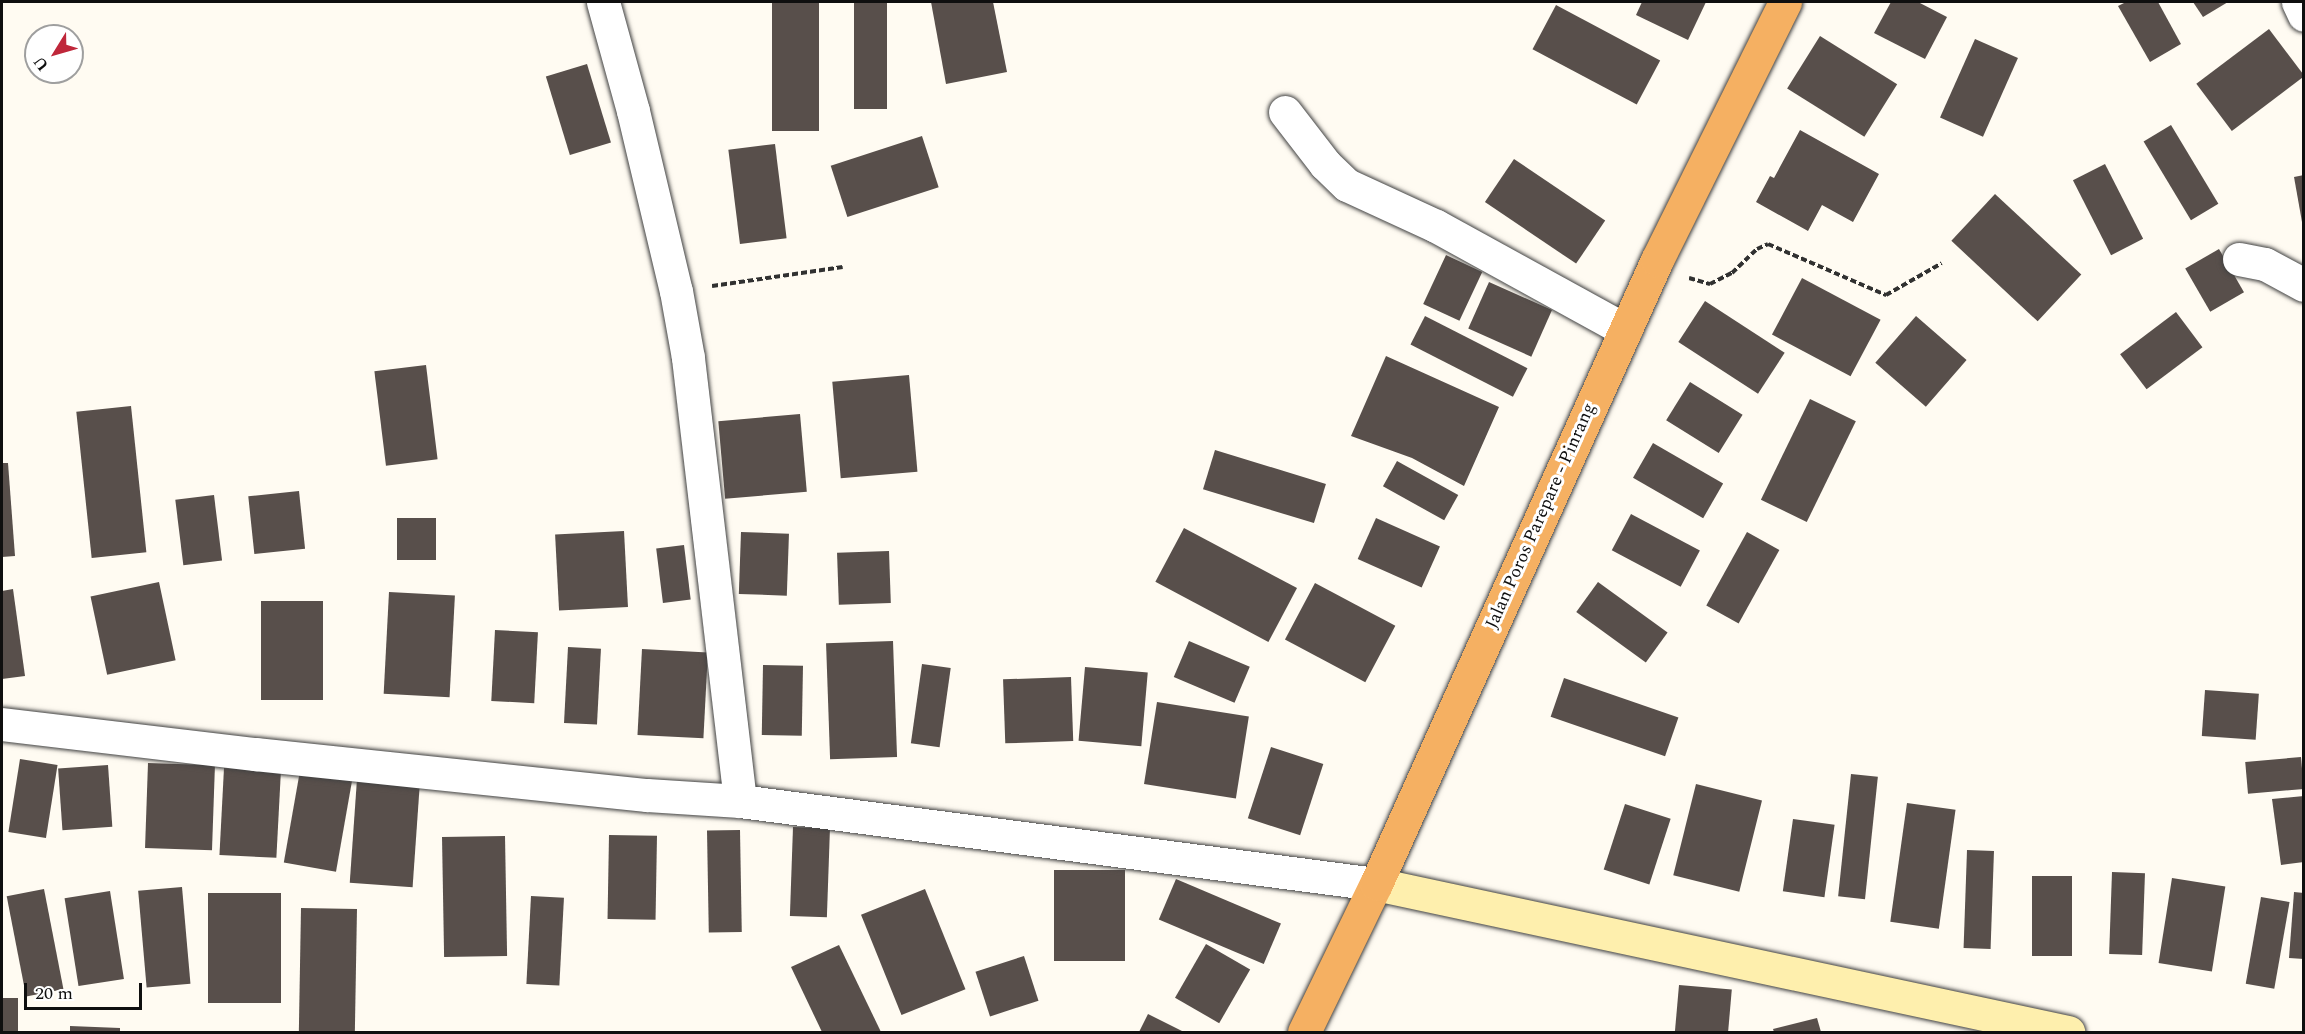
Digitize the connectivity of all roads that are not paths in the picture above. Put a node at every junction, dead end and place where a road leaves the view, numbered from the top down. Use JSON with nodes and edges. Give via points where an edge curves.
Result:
{"nodes":[{"id":1,"x":603,"y":2,"type":"edge"},
{"id":2,"x":1785,"y":2,"type":"edge"},
{"id":3,"x":2298,"y":2,"type":"edge"},
{"id":4,"x":2304,"y":15,"type":"edge"},
{"id":5,"x":1285,"y":112,"type":"dead end"},
{"id":6,"x":2239,"y":259,"type":"dead end"},
{"id":7,"x":2304,"y":285,"type":"edge"},
{"id":8,"x":1625,"y":330,"type":"junction"},
{"id":9,"x":2,"y":724,"type":"edge"},
{"id":10,"x":740,"y":801,"type":"junction"},
{"id":11,"x":1376,"y":884,"type":"junction"},
{"id":12,"x":1304,"y":1032,"type":"edge"},
{"id":13,"x":2068,"y":1032,"type":"edge"}],
"edges":[{"from":1,"to":10,"type":"street","via":[[676,291],[688,358]]},
{"from":2,"to":8,"type":"highway","name":"Jalan Poros Parepare - Pinrang"},
{"from":3,"to":4,"type":"street"},
{"from":5,"to":8,"type":"street","via":[[1325,164],[1347,185],[1436,226]]},
{"from":6,"to":7,"type":"street","via":[[2265,264]]},
{"from":8,"to":11,"type":"highway","name":"Jalan Poros Parepare - Pinrang"},
{"from":9,"to":10,"type":"street","via":[[647,795]]},
{"from":10,"to":11,"type":"street"},
{"from":11,"to":12,"type":"highway","name":"Jalan Poros Parepare - Pinrang"},
{"from":11,"to":13,"type":"main road"}]}
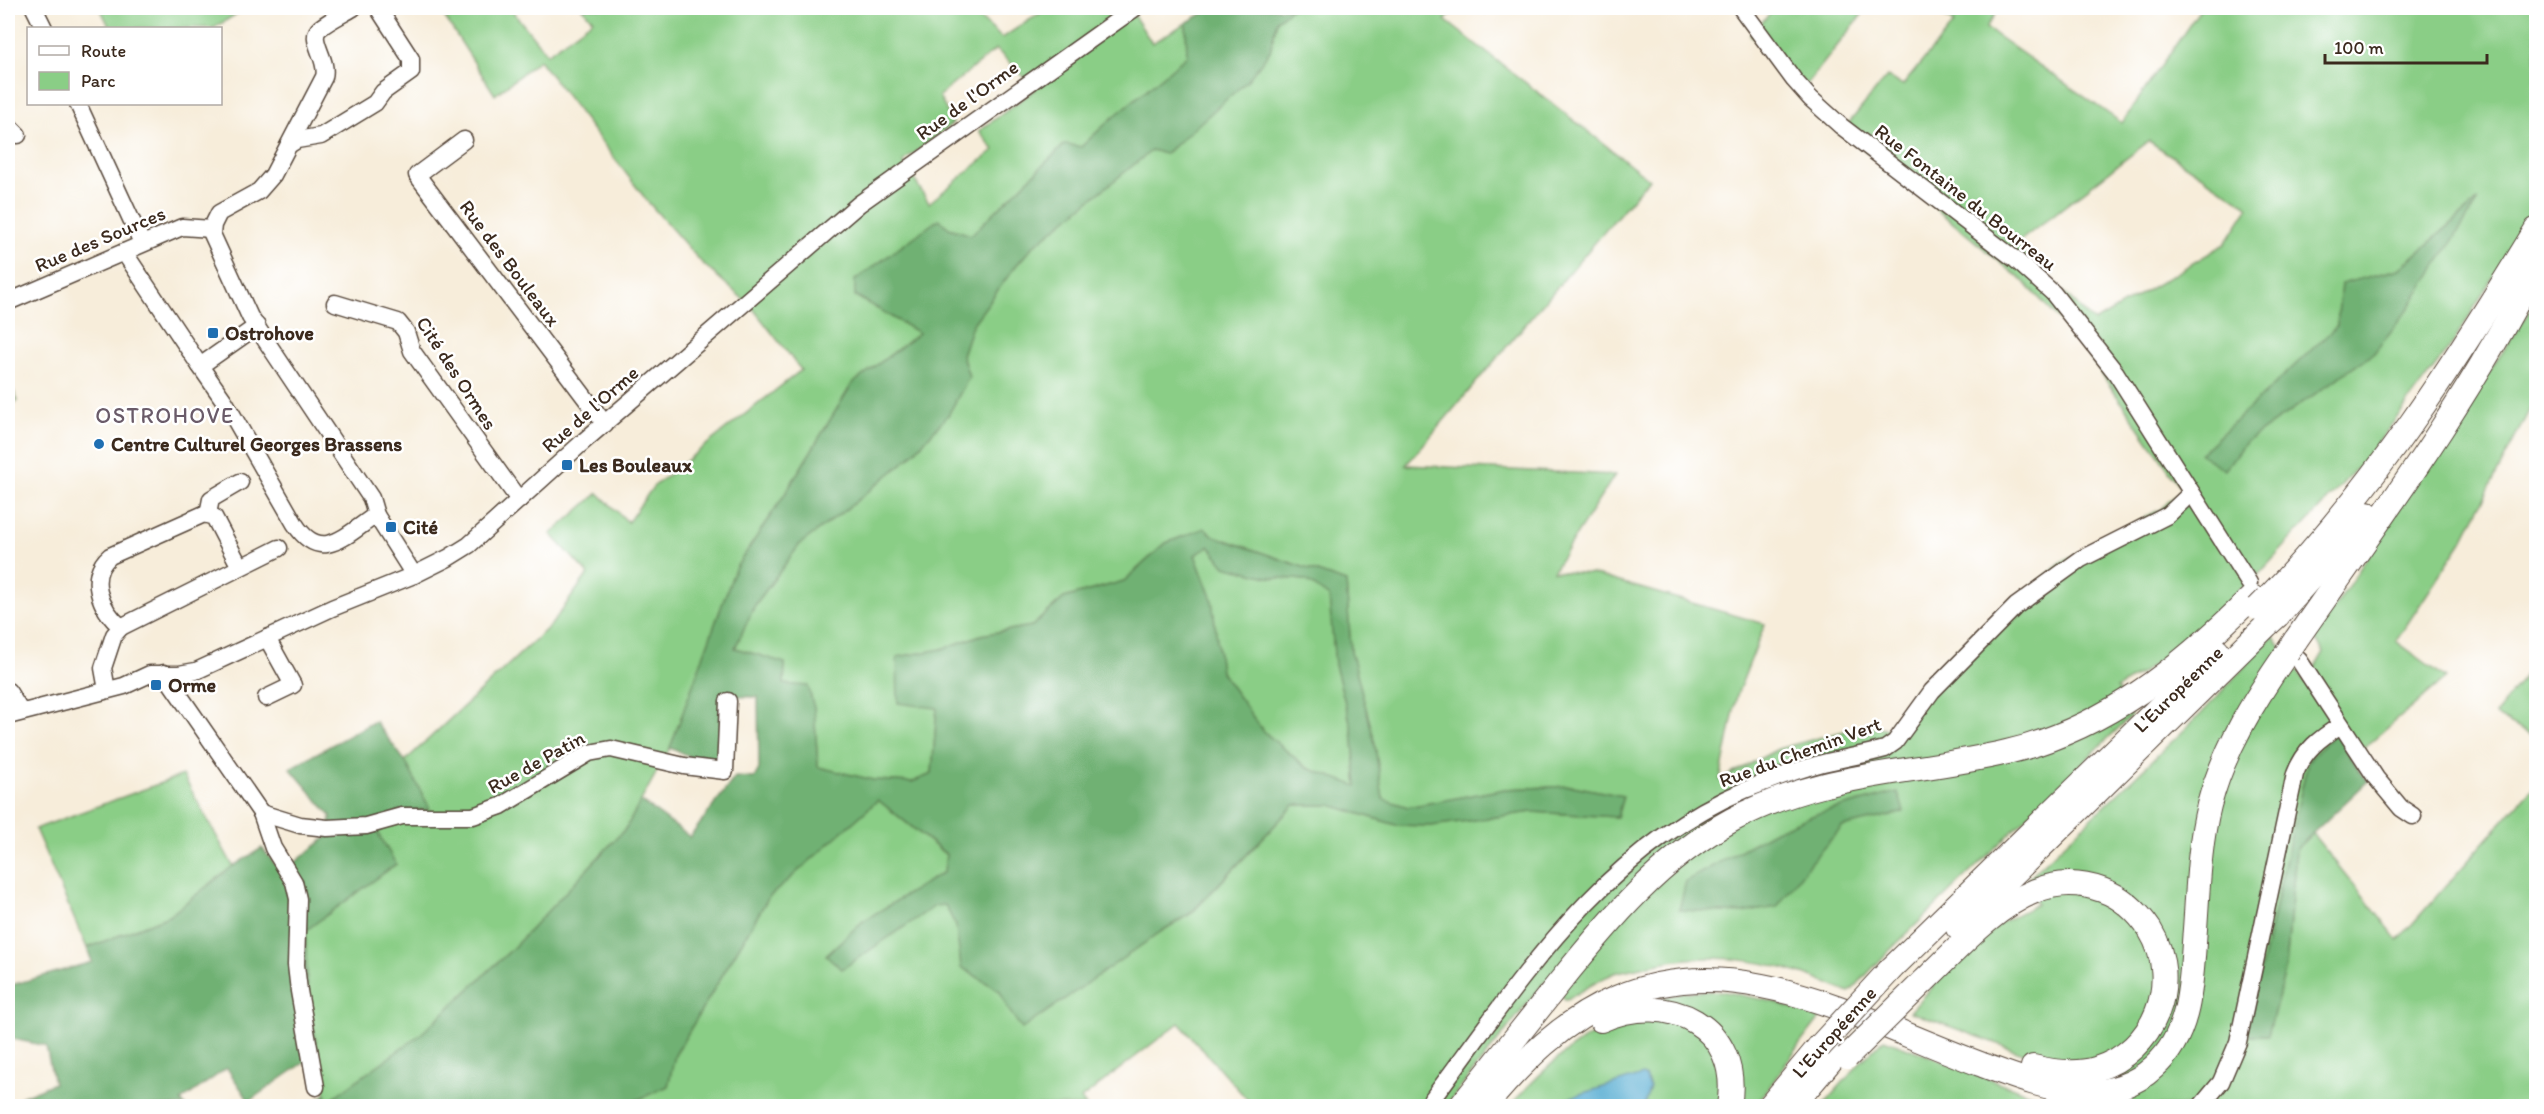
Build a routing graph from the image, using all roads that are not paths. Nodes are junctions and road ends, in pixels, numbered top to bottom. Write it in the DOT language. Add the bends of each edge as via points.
graph roads {
  1 [pos="34,8"];
  2 [pos="353,8"];
  3 [pos="378,8"];
  4 [pos="1136,8"];
  5 [pos="1741,8"];
  6 [pos="44,27"];
  7 [pos="78,105"];
  8 [pos="464,140"];
  9 [pos="288,146"];
  10 [pos="212,229"];
  11 [pos="2536,230"];
  12 [pos="142,243"];
  13 [pos="124,252"];
  14 [pos="2536,266"];
  15 [pos="8,302"];
  16 [pos="335,303"];
  17 [pos="257,326"];
  18 [pos="200,366"];
  19 [pos="605,424"];
  20 [pos="240,482"];
  21 [pos="2191,493"];
  22 [pos="519,500"];
  23 [pos="208,514"];
  24 [pos="376,515"];
  25 [pos="279,548"];
  26 [pos="240,567"];
  27 [pos="414,575"];
  28 [pos="2262,602"];
  29 [pos="122,627"];
  30 [pos="267,638"];
  31 [pos="2293,651"];
  32 [pos="164,673"];
  33 [pos="107,690"];
  34 [pos="8,691"];
  35 [pos="266,698"];
  36 [pos="728,701"];
  37 [pos="14,714"];
  38 [pos="2341,725"];
  39 [pos="261,813"];
  40 [pos="2413,816"];
  41 [pos="1908,976"];
  42 [pos="1834,1052"];
  43 [pos="316,1087"];
  44 [pos="1426,1107"];
  45 [pos="1461,1107"];
  46 [pos="1471,1107"];
  47 [pos="1485,1107"];
  48 [pos="1496,1107"];
  49 [pos="1729,1107"];
  50 [pos="1770,1107"];
  51 [pos="1792,1107"];
  52 [pos="1803,1107"];
  53 [pos="2201,1107"];
  1 -- 6 [label="street"];
  2 -- 9 [label="street" via="315,34 326,73"];
  3 -- 9 [label="street" via="411,58 411,72 377,101 321,136 297,140"];
  4 -- 19 [label="street, Rue de l'Orme" via="859,204"];
  5 -- 21 [label="street, Rue Fontaine du Bourreau" via="1810,98 2053,293 2116,373"];
  7 -- 12 [label="street"];
  8 -- 19 [label="street, Rue des Bouleaux" via="417,174"];
  9 -- 10 [label="street" via="264,186 219,213"];
  10 -- 12 [label="street, Rue des Sources" via="182,227"];
  10 -- 17 [label="street" via="215,244"];
  11 -- 28 [label="highway, L'Européenne" via="2422,410 2340,518"];
  12 -- 13 [label="street, Rue des Sources"];
  13 -- 15 [label="street, Rue des Sources"];
  13 -- 18 [label="street"];
  14 -- 28 [label="highway, L'Européenne" via="2472,367 2354,529"];
  14 -- 31 [label="highway" via="2457,406"];
  16 -- 22 [label="street, Cité des Ormes" via="393,319 401,325 412,351"];
  17 -- 18 [label="street"];
  17 -- 24 [label="street" via="371,498"];
  18 -- 24 [label="street" via="300,533 316,545 328,545"];
  19 -- 22 [label="street, Rue de l'Orme"];
  20 -- 23 [label="street" via="211,499"];
  21 -- 28 [label="street, Rue Fontaine du Bourreau"];
  21 -- 44 [label="street, Rue du Chemin Vert" via="2168,515 2073,563 2016,606 1932,691 1895,742 1885,749 1802,769 1744,791 1681,824 1634,857 1549,945"];
  22 -- 27 [label="street, Rue de l'Orme" via="469,545"];
  23 -- 26 [label="street" via="214,517"];
  23 -- 29 [label="street" via="142,540 107,559 98,576 98,591 105,608"];
  24 -- 27 [label="street"];
  25 -- 26 [label="street"];
  26 -- 29 [label="street"];
  27 -- 30 [label="street, Rue de l'Orme"];
  28 -- 41 [label="highway, L'Européenne"];
  28 -- 45 [label="highway" via="2161,678 2112,711 2071,731 2007,752 1837,780 1774,800 1715,830 1664,867 1613,917"];
  29 -- 33 [label="street" via="114,635 103,668"];
  30 -- 32 [label="street, Rue de l'Orme" via="196,671"];
  30 -- 35 [label="street" via="293,685"];
  31 -- 38 [label="street"];
  31 -- 47 [label="highway" via="2240,728 2214,789 2202,842 2190,986 2179,1032 2159,1062 2131,1083 2095,1092 2052,1087 1988,1067 1801,996 1762,985 1705,980 1648,987 1592,1010 1542,1046"];
  32 -- 33 [label="street, Rue de l'Orme" via="147,674 126,686"];
  32 -- 39 [label="street"];
  33 -- 37 [label="street, Rue de l'Orme"];
  34 -- 37 [label="street"];
  36 -- 39 [label="street, Rue de Patin" via="725,771 603,749 582,757 501,806 473,816 402,816 366,826 327,828 300,825"];
  38 -- 40 [label="street" via="2386,792"];
  38 -- 53 [label="street" via="2313,745 2295,774 2238,1042 2221,1082"];
  39 -- 43 [label="street" via="273,848 297,892 298,982"];
  41 -- 42 [label="highway, L'Européenne, bridge"];
  41 -- 42 [label="highway, bridge"];
  41 -- 46 [label="highway" via="2010,905 2035,891 2066,884 2094,887 2129,905 2155,939 2164,978 2155,1019 2133,1049 2094,1069 2064,1072 2006,1059 1780,978 1726,968 1662,973 1616,986 1569,1010 1521,1050"];
  42 -- 50 [label="highway, L'Européenne"];
  42 -- 51 [label="highway, L'Européenne"];
  42 -- 52 [label="highway"];
  48 -- 49 [label="highway" via="1580,1030 1612,1015 1645,1008 1688,1017 1710,1033 1726,1057 1731,1087"];
}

____________________

§ Required action
What is the number of lines in the records above that include the word "Fontaine"? Reply with that number and nothing more.

§ Task solution
2